Il Music Journal è il diario video settimanale in cui si documenta il processo creativo legato alla costruzione del progetto musicale e narrativo di Solaria.
A differenza dei video musicali finiti, che presentano i brani come opere autonome, il Music Journal mostra il lavoro nel momento in cui avviene: tentativi, scarti, intuizioni, problemi tecnici, decisioni compositive, strumenti costruiti appositamente, relazioni tra musica, racconto, worldbuilding e ricerca sonora.
Il formato nasce dall’esigenza di rendere visibile il processo senza trasformarlo in un prodotto troppo costruito. Ogni episodio funziona come una piccola finestra settimanale sul laboratorio: non un tutorial, non una performance, non una spiegazione definitiva, ma una traccia del percorso attraverso cui le composizioni prendono forma.
La playlist completa del diario musicale è disponibile su YouTube:
Music Journal – playlist YouTube
Funzione nel progetto
Il Music Journal ha tre funzioni principali:
- mantenere una continuità produttiva settimanale;
- chiarire retrospettivamente ciò che è accaduto nel lavoro creativo;
- aprire una relazione con chi segue il progetto, mostrando non solo il risultato finale ma anche la sua formazione.
Nel tempo, la serie è diventata anche un dispositivo di orientamento interno. Il fatto di raccontare ogni settimana il punto raggiunto obbliga a riconoscere quale sia il prossimo passo, evitando dispersioni eccessive tra composizione, racconto, ricerca sonora, teoria musicale e costruzione del mondo.

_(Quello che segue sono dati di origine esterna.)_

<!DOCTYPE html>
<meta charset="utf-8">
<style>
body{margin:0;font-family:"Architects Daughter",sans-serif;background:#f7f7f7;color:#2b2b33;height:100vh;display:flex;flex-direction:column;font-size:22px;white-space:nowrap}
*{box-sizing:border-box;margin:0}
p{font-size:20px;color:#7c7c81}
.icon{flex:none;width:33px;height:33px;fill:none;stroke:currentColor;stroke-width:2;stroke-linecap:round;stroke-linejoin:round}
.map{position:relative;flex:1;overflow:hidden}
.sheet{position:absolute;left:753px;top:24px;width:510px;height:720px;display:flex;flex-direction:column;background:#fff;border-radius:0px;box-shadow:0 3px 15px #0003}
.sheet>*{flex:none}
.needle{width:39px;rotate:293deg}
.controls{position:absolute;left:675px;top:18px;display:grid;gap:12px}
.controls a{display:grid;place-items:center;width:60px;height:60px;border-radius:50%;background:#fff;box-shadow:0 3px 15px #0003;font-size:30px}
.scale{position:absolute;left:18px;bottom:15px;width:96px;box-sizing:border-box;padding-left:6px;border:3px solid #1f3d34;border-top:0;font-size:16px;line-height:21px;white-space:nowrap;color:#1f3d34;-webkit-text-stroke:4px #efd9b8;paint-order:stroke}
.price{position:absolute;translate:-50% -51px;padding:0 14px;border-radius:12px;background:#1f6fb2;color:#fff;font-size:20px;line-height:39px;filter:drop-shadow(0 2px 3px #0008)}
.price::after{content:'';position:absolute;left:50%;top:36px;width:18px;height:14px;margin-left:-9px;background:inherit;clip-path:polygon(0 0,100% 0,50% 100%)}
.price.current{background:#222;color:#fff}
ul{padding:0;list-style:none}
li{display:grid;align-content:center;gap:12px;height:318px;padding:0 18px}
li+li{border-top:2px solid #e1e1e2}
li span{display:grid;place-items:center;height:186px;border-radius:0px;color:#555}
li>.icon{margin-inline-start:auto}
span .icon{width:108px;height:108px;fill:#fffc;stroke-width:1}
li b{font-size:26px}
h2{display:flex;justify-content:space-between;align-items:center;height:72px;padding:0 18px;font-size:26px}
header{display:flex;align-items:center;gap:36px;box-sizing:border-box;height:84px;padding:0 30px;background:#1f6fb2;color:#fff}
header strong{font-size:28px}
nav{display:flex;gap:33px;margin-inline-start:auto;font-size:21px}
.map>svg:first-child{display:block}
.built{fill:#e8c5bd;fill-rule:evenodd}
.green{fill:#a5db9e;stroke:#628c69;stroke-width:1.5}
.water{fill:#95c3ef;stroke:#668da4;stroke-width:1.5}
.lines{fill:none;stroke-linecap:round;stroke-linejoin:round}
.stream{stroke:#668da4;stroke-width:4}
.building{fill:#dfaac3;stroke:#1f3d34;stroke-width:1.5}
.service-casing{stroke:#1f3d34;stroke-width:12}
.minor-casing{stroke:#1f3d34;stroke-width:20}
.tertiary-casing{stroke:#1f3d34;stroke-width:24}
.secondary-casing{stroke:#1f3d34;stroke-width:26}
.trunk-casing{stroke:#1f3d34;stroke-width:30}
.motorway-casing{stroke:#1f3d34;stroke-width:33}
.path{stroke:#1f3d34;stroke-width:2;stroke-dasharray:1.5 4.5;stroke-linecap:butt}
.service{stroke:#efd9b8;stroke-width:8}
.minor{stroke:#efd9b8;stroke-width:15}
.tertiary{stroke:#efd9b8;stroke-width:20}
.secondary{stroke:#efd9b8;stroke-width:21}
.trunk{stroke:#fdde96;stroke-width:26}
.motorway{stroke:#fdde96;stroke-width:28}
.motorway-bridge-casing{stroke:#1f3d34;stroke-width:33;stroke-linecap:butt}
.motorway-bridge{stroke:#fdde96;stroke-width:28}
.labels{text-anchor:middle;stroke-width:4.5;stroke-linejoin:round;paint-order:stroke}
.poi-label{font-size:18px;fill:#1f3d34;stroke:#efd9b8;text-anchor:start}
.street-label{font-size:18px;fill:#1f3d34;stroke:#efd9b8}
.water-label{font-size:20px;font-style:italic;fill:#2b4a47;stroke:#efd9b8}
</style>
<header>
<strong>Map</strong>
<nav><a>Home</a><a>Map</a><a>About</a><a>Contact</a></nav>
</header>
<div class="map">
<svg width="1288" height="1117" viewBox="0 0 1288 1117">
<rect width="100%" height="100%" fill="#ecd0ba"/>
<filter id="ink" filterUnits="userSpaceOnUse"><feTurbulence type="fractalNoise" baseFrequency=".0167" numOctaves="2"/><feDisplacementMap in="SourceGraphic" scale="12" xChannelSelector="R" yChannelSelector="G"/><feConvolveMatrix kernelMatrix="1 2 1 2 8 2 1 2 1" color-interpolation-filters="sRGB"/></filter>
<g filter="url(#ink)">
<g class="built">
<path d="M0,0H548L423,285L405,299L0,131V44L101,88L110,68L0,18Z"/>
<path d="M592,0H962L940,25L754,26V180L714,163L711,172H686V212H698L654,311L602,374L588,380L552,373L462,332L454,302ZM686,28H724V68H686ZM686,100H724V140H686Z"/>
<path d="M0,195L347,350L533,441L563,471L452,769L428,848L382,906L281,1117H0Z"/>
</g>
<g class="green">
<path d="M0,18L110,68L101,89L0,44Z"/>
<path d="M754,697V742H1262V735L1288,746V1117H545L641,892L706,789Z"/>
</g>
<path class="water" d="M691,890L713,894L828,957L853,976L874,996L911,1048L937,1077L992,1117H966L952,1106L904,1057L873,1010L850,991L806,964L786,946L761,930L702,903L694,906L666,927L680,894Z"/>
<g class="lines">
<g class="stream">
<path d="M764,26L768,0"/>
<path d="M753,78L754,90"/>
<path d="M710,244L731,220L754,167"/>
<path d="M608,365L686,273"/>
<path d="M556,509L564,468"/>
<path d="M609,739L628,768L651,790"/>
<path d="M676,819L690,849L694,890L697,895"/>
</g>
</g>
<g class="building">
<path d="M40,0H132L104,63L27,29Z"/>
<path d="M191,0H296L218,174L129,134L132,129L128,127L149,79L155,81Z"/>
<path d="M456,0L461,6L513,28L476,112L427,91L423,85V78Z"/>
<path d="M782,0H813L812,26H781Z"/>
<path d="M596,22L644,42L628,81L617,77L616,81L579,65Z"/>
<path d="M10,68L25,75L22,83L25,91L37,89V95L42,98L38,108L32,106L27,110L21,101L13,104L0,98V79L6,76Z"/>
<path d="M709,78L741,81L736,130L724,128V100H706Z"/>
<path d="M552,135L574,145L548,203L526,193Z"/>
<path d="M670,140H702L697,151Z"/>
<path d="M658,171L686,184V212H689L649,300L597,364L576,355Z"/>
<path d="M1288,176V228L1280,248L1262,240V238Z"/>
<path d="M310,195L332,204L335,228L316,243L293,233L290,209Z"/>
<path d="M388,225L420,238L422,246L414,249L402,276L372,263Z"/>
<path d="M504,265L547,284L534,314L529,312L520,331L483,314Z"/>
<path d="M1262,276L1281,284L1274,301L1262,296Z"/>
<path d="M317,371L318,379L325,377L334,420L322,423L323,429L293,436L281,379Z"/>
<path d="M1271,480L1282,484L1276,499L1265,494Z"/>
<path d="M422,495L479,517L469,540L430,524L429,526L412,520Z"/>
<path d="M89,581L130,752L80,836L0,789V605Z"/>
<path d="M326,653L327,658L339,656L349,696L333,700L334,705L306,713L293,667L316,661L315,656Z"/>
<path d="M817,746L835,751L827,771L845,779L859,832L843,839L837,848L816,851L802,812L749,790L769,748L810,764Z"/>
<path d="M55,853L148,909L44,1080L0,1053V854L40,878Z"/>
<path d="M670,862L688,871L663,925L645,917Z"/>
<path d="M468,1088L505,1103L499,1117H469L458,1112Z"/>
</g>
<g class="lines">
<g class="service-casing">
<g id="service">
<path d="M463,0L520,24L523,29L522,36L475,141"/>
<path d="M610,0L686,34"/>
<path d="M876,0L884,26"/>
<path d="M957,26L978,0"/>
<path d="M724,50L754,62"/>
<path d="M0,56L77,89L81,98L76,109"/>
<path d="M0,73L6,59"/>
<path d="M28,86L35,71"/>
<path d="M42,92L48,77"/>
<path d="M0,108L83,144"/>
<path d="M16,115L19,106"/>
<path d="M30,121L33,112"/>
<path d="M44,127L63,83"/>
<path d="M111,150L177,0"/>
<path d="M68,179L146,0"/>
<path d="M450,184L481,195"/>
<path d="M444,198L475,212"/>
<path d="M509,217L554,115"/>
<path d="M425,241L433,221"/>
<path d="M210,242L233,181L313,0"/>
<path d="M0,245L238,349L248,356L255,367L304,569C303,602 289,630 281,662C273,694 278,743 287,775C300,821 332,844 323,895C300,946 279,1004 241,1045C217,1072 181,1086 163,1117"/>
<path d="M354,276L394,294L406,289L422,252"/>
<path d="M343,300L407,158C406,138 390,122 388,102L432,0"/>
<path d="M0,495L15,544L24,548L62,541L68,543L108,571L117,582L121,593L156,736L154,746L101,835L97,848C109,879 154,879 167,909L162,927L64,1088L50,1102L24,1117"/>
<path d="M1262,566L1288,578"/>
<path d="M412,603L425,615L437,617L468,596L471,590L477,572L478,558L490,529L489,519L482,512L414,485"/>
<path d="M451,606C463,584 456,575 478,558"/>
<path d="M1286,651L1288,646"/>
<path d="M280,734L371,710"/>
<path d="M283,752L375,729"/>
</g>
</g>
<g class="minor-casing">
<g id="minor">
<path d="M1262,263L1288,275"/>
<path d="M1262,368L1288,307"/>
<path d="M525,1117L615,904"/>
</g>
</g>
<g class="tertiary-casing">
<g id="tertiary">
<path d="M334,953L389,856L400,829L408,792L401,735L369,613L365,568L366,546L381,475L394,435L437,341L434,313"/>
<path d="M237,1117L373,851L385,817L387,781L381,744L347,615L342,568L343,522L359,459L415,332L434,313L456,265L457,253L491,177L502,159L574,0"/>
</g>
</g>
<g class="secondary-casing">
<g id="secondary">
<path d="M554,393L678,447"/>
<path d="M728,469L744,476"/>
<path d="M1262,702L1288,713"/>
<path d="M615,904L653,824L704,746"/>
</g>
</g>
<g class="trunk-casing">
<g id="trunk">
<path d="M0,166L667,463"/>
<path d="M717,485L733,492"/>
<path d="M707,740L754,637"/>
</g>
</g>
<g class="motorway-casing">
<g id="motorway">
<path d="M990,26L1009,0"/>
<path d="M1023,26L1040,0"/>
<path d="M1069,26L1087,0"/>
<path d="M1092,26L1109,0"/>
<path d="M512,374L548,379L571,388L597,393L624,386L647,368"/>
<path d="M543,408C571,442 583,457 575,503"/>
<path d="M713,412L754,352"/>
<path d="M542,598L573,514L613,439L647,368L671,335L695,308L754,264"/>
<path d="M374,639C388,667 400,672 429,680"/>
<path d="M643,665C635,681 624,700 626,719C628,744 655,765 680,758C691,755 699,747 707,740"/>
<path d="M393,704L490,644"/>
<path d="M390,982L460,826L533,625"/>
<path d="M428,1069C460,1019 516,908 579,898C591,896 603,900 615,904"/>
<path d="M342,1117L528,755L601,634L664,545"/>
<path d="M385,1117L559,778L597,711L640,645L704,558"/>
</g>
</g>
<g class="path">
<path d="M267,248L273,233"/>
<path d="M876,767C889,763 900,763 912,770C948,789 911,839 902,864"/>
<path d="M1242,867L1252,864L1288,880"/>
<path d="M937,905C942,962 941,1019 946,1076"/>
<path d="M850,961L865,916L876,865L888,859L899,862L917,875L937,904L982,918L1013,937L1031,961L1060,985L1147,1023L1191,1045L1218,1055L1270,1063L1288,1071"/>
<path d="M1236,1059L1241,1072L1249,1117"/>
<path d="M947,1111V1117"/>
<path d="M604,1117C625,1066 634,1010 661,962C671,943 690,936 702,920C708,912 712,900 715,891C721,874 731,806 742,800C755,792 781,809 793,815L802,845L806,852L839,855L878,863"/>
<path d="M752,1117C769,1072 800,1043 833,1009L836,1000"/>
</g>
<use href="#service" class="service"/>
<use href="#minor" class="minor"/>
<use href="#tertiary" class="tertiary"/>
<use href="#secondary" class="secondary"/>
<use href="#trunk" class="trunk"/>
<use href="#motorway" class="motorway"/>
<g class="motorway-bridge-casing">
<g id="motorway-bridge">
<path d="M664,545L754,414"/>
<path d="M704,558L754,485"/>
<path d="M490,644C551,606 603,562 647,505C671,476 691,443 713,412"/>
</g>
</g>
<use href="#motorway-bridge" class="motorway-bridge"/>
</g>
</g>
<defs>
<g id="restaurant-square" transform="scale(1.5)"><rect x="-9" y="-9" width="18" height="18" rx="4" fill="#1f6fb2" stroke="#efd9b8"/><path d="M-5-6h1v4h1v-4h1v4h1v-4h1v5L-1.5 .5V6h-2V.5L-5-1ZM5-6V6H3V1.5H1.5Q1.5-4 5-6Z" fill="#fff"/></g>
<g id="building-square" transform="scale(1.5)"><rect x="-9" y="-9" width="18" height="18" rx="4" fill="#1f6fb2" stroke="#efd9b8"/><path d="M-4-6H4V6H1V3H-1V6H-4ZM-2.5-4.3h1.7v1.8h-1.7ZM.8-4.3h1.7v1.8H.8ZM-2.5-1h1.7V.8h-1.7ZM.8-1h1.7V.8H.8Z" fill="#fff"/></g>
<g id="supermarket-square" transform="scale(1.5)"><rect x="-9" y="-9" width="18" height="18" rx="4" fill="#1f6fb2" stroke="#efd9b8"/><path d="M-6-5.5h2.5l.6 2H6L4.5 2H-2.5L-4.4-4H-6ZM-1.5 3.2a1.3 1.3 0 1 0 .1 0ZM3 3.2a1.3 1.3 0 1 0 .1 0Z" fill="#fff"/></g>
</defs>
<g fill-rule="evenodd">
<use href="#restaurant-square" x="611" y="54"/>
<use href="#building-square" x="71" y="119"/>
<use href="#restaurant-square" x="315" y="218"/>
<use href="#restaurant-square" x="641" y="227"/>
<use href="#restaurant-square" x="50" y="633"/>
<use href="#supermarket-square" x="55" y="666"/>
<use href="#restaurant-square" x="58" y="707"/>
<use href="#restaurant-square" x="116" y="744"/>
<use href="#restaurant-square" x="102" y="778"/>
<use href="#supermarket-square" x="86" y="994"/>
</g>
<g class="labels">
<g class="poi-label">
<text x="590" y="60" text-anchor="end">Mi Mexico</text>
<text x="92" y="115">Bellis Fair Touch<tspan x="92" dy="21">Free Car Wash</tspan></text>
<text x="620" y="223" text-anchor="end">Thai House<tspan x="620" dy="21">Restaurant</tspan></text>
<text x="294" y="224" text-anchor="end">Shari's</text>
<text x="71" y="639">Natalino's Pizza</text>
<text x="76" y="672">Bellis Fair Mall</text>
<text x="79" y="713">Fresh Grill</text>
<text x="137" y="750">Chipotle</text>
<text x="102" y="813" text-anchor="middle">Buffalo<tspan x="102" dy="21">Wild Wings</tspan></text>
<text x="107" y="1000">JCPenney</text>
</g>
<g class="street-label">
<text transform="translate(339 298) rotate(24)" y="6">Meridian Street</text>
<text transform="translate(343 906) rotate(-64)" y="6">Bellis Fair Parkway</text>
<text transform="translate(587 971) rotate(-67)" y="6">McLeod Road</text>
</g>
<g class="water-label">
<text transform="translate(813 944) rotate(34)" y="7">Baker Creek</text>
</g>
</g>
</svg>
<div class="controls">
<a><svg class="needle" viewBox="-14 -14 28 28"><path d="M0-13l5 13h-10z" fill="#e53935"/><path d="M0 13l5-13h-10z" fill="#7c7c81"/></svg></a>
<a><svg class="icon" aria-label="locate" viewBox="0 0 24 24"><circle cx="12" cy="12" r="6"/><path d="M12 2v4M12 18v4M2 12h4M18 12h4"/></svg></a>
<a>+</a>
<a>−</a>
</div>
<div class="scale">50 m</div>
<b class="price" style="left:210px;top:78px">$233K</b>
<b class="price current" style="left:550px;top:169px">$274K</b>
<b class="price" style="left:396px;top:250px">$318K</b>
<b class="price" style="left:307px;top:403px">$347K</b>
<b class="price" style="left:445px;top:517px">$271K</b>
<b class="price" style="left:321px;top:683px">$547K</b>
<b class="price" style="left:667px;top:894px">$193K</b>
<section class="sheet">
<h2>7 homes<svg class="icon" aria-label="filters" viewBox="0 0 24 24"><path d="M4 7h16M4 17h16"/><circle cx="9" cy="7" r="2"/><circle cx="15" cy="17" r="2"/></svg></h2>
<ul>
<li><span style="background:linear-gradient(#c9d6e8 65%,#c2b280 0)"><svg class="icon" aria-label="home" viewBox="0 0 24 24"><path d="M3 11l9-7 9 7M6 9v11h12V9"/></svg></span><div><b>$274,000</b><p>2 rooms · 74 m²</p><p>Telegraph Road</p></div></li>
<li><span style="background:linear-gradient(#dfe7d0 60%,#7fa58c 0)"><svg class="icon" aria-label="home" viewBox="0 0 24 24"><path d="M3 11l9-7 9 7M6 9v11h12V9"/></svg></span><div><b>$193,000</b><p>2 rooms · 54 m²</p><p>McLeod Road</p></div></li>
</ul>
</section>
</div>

Relazione con gli altri spazi
Il Music Journal non sostituisce gli altri livelli del progetto, ma li affianca.
I brani pubblicati su YouTube e sulle piattaforme musicali costituiscono il livello dell’opera compiuta.
Il presente sito raccoglie invece la parte strutturale: luoghi, culture, sistemi simbolici, misurazione del tempo, mappe, personaggi e articolazione narrativa.
Il Music Journal si colloca tra questi due poli: è il luogo del processo prettamente musicale, dove le composizioni vengono osservate mentre nascono.
In questo senso, la playlist funziona come archivio cronologico del laboratorio creativo.